» WORK INSTRUCTIONS
Could you copy the records below exactly, leaving out any pictures?

• • • •

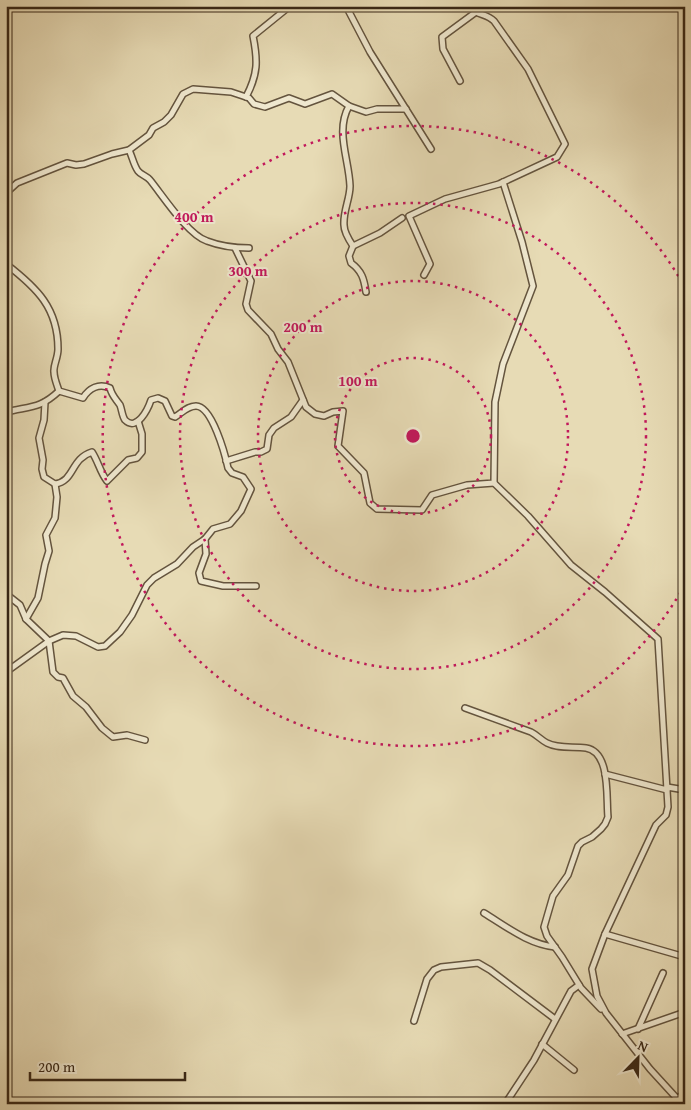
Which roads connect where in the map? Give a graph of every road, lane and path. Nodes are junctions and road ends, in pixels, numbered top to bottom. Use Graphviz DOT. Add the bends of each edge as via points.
graph roads {
  1 [pos="290,6"];
  2 [pos="346,6"];
  3 [pos="470,6"];
  4 [pos="476,12"];
  5 [pos="460,81"];
  6 [pos="246,97"];
  7 [pos="349,106"];
  8 [pos="406,109"];
  9 [pos="431,149"];
  10 [pos="129,150"];
  11 [pos="503,182"];
  12 [pos="6,193"];
  13 [pos="402,218"];
  14 [pos="352,246"];
  15 [pos="236,248"];
  16 [pos="249,248"];
  17 [pos="6,264"];
  18 [pos="424,275"];
  19 [pos="366,292"];
  20 [pos="59,391"];
  21 [pos="303,400"];
  22 [pos="45,402"];
  23 [pos="6,412"];
  24 [pos="138,421"];
  25 [pos="226,461"];
  26 [pos="494,483"];
  27 [pos="55,484"];
  28 [pos="205,540"];
  29 [pos="256,586"];
  30 [pos="6,594"];
  31 [pos="26,619"];
  32 [pos="49,641"];
  33 [pos="6,672"];
  34 [pos="465,708"];
  35 [pos="145,740"];
  36 [pos="605,774"];
  37 [pos="667,789"];
  38 [pos="685,790"];
  39 [pos="484,913"];
  40 [pos="606,934"];
  41 [pos="555,947"];
  42 [pos="685,957"];
  43 [pos="663,973"];
  44 [pos="579,984"];
  45 [pos="685,1012"];
  46 [pos="606,1014"];
  47 [pos="555,1020"];
  48 [pos="414,1021"];
  49 [pos="638,1029"];
  50 [pos="622,1034"];
  51 [pos="542,1044"];
  52 [pos="574,1070"];
  53 [pos="685,1093"];
  54 [pos="677,1098"];
  55 [pos="507,1101"];
  56 [pos="670,1104"];
  57 [pos="682,1104"];
  1 -- 6 [label="street" via="254,36 255,76"];
  2 -- 8 [label="street"];
  3 -- 4 [label="street"];
  4 -- 5 [label="street" via="442,37 443,49"];
  4 -- 11 [label="street" via="489,15 528,69 565,144 557,157"];
  6 -- 7 [label="street" via="265,107 289,98 305,104 332,94"];
  6 -- 10 [label="street" via="231,92 193,89 183,94 164,122"];
  7 -- 8 [label="street" via="366,112"];
  7 -- 14 [label="street" via="342,138 350,188 344,225"];
  8 -- 9 [label="street"];
  10 -- 12 [label="street" via="84,164 67,162 17,183"];
  10 -- 15 [label="street" via="138,172 149,178 189,228 206,241"];
  11 -- 18 [label="street" via="445,199 410,216 430,264"];
  11 -- 26 [label="street" via="533,286 503,364 495,402"];
  13 -- 14 [label="street" via="380,234"];
  14 -- 19 [label="street" via="351,263 364,276"];
  15 -- 16 [label="street"];
  15 -- 21 [label="street" via="251,281 246,304 248,310 271,334 293,371"];
  17 -- 20 [label="street" via="44,298 54,320 58,360 53,371"];
  20 -- 22 [label="street"];
  20 -- 24 [label="street" via="83,398 93,388 105,386 110,388 120,405 123,418 134,423"];
  21 -- 25 [label="street" via="291,417 274,428 269,435 267,449"];
  21 -- 26 [label="street" via="306,407 319,416 343,411 338,446 364,473 370,503 377,509 422,510 432,495 467,485"];
  22 -- 23 [label="street" via="24,410"];
  22 -- 27 [label="street" via="39,438 42,469 44,477"];
  24 -- 25 [label="street" via="148,410 151,400 158,398 165,401 175,417 190,407 201,407 212,420"];
  24 -- 27 [label="street" via="142,452 137,458 128,460 107,481 92,452 79,458 66,480"];
  25 -- 28 [label="street" via="232,473 243,477 252,489 230,524 213,529"];
  26 -- 37 [label="street" via="571,565 658,640"];
  27 -- 31 [label="street" via="55,518 46,536 49,551 38,598"];
  28 -- 29 [label="street" via="206,554 199,573 202,581 222,586"];
  28 -- 32 [label="street" via="147,585 132,615 105,646 98,647 76,636 63,634"];
  30 -- 31 [label="street" via="20,605"];
  31 -- 32 [label="street"];
  32 -- 33 [label="street"];
  32 -- 35 [label="street" via="53,672 63,678 72,696 86,707 102,728 113,737 127,734"];
  34 -- 36 [label="street" via="531,732 554,745 588,748 602,760"];
  36 -- 37 [label="street"];
  36 -- 41 [label="street" via="606,824 578,846 568,875 553,896 544,927"];
  37 -- 38 [label="street"];
  37 -- 40 [label="street" via="666,814 656,826"];
  39 -- 41 [label="street" via="532,942"];
  40 -- 42 [label="street"];
  40 -- 46 [label="street" via="592,969 597,996"];
  41 -- 44 [label="street"];
  43 -- 49 [label="street"];
  44 -- 46 [label="street"];
  44 -- 47 [label="street" via="571,991"];
  45 -- 49 [label="street"];
  46 -- 50 [label="street"];
  47 -- 48 [label="street" via="478,963 434,970 427,978"];
  47 -- 51 [label="street"];
  49 -- 50 [label="street"];
  50 -- 54 [label="street"];
  51 -- 52 [label="street"];
  51 -- 55 [label="street"];
  53 -- 54 [label="street"];
  54 -- 56 [label="street"];
  54 -- 57 [label="street"];
}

• • • •

» SOLUTION TO THE PROBLEM
Which roads connect where in the map? Give a graph of every road, lane and path. Nodes are junctions and road ends, in pixels, numbered top to bottom. Use Graphviz DOT. Add the bends of each edge as via points.
graph roads {
  1 [pos="290,6"];
  2 [pos="346,6"];
  3 [pos="470,6"];
  4 [pos="476,12"];
  5 [pos="460,81"];
  6 [pos="246,97"];
  7 [pos="349,106"];
  8 [pos="406,109"];
  9 [pos="431,149"];
  10 [pos="129,150"];
  11 [pos="503,182"];
  12 [pos="6,193"];
  13 [pos="402,218"];
  14 [pos="352,246"];
  15 [pos="236,248"];
  16 [pos="249,248"];
  17 [pos="6,264"];
  18 [pos="424,275"];
  19 [pos="366,292"];
  20 [pos="59,391"];
  21 [pos="303,400"];
  22 [pos="45,402"];
  23 [pos="6,412"];
  24 [pos="138,421"];
  25 [pos="226,461"];
  26 [pos="494,483"];
  27 [pos="55,484"];
  28 [pos="205,540"];
  29 [pos="256,586"];
  30 [pos="6,594"];
  31 [pos="26,619"];
  32 [pos="49,641"];
  33 [pos="6,672"];
  34 [pos="465,708"];
  35 [pos="145,740"];
  36 [pos="605,774"];
  37 [pos="667,789"];
  38 [pos="685,790"];
  39 [pos="484,913"];
  40 [pos="606,934"];
  41 [pos="555,947"];
  42 [pos="685,957"];
  43 [pos="663,973"];
  44 [pos="579,984"];
  45 [pos="685,1012"];
  46 [pos="606,1014"];
  47 [pos="555,1020"];
  48 [pos="414,1021"];
  49 [pos="638,1029"];
  50 [pos="622,1034"];
  51 [pos="542,1044"];
  52 [pos="574,1070"];
  53 [pos="685,1093"];
  54 [pos="677,1098"];
  55 [pos="507,1101"];
  56 [pos="670,1104"];
  57 [pos="682,1104"];
  1 -- 6 [label="street" via="254,36 255,76"];
  2 -- 8 [label="street"];
  3 -- 4 [label="street"];
  4 -- 5 [label="street" via="442,37 443,49"];
  4 -- 11 [label="street" via="489,15 528,69 565,144 557,157"];
  6 -- 7 [label="street" via="265,107 289,98 305,104 332,94"];
  6 -- 10 [label="street" via="231,92 193,89 183,94 164,122"];
  7 -- 8 [label="street" via="366,112"];
  7 -- 14 [label="street" via="342,138 350,188 344,225"];
  8 -- 9 [label="street"];
  10 -- 12 [label="street" via="84,164 67,162 17,183"];
  10 -- 15 [label="street" via="138,172 149,178 189,228 206,241"];
  11 -- 18 [label="street" via="445,199 410,216 430,264"];
  11 -- 26 [label="street" via="533,286 503,364 495,402"];
  13 -- 14 [label="street" via="380,234"];
  14 -- 19 [label="street" via="351,263 364,276"];
  15 -- 16 [label="street"];
  15 -- 21 [label="street" via="251,281 246,304 248,310 271,334 293,371"];
  17 -- 20 [label="street" via="44,298 54,320 58,360 53,371"];
  20 -- 22 [label="street"];
  20 -- 24 [label="street" via="83,398 93,388 105,386 110,388 120,405 123,418 134,423"];
  21 -- 25 [label="street" via="291,417 274,428 269,435 267,449"];
  21 -- 26 [label="street" via="306,407 319,416 343,411 338,446 364,473 370,503 377,509 422,510 432,495 467,485"];
  22 -- 23 [label="street" via="24,410"];
  22 -- 27 [label="street" via="39,438 42,469 44,477"];
  24 -- 25 [label="street" via="148,410 151,400 158,398 165,401 175,417 190,407 201,407 212,420"];
  24 -- 27 [label="street" via="142,452 137,458 128,460 107,481 92,452 79,458 66,480"];
  25 -- 28 [label="street" via="232,473 243,477 252,489 230,524 213,529"];
  26 -- 37 [label="street" via="571,565 658,640"];
  27 -- 31 [label="street" via="55,518 46,536 49,551 38,598"];
  28 -- 29 [label="street" via="206,554 199,573 202,581 222,586"];
  28 -- 32 [label="street" via="147,585 132,615 105,646 98,647 76,636 63,634"];
  30 -- 31 [label="street" via="20,605"];
  31 -- 32 [label="street"];
  32 -- 33 [label="street"];
  32 -- 35 [label="street" via="53,672 63,678 72,696 86,707 102,728 113,737 127,734"];
  34 -- 36 [label="street" via="531,732 554,745 588,748 602,760"];
  36 -- 37 [label="street"];
  36 -- 41 [label="street" via="606,824 578,846 568,875 553,896 544,927"];
  37 -- 38 [label="street"];
  37 -- 40 [label="street" via="666,814 656,826"];
  39 -- 41 [label="street" via="532,942"];
  40 -- 42 [label="street"];
  40 -- 46 [label="street" via="592,969 597,996"];
  41 -- 44 [label="street"];
  43 -- 49 [label="street"];
  44 -- 46 [label="street"];
  44 -- 47 [label="street" via="571,991"];
  45 -- 49 [label="street"];
  46 -- 50 [label="street"];
  47 -- 48 [label="street" via="478,963 434,970 427,978"];
  47 -- 51 [label="street"];
  49 -- 50 [label="street"];
  50 -- 54 [label="street"];
  51 -- 52 [label="street"];
  51 -- 55 [label="street"];
  53 -- 54 [label="street"];
  54 -- 56 [label="street"];
  54 -- 57 [label="street"];
}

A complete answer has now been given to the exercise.